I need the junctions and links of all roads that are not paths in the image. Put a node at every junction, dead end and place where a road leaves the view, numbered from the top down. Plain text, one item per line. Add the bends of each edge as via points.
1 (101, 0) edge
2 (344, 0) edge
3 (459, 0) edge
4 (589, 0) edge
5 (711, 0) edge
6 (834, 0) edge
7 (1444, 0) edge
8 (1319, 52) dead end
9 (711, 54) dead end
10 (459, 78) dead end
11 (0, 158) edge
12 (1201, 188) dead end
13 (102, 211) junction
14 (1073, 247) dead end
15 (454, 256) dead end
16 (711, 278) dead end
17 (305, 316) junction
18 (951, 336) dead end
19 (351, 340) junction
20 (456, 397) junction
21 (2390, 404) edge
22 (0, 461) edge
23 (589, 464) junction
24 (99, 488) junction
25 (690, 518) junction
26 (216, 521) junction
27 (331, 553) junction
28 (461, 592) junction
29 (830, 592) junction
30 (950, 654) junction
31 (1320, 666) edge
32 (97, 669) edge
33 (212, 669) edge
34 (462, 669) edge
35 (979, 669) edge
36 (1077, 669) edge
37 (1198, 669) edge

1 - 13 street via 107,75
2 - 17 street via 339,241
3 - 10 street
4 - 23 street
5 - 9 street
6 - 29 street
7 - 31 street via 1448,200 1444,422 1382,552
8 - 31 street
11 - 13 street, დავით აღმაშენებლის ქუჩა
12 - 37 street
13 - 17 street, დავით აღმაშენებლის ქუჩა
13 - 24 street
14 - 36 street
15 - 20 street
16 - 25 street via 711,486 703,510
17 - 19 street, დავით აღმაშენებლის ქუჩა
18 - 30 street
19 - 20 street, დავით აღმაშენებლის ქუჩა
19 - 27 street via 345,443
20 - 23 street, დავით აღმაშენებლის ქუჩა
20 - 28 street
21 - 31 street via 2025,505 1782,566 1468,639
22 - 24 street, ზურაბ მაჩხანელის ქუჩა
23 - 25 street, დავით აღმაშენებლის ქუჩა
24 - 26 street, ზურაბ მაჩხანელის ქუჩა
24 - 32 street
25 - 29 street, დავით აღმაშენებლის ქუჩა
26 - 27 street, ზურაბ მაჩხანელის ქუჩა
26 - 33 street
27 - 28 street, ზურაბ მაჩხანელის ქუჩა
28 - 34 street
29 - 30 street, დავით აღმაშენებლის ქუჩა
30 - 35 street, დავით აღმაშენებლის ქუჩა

========================

> Task goal:
How many lines of the data above include the word "მაჩხანელის"? Only that number should be returned.

> Expected output:
4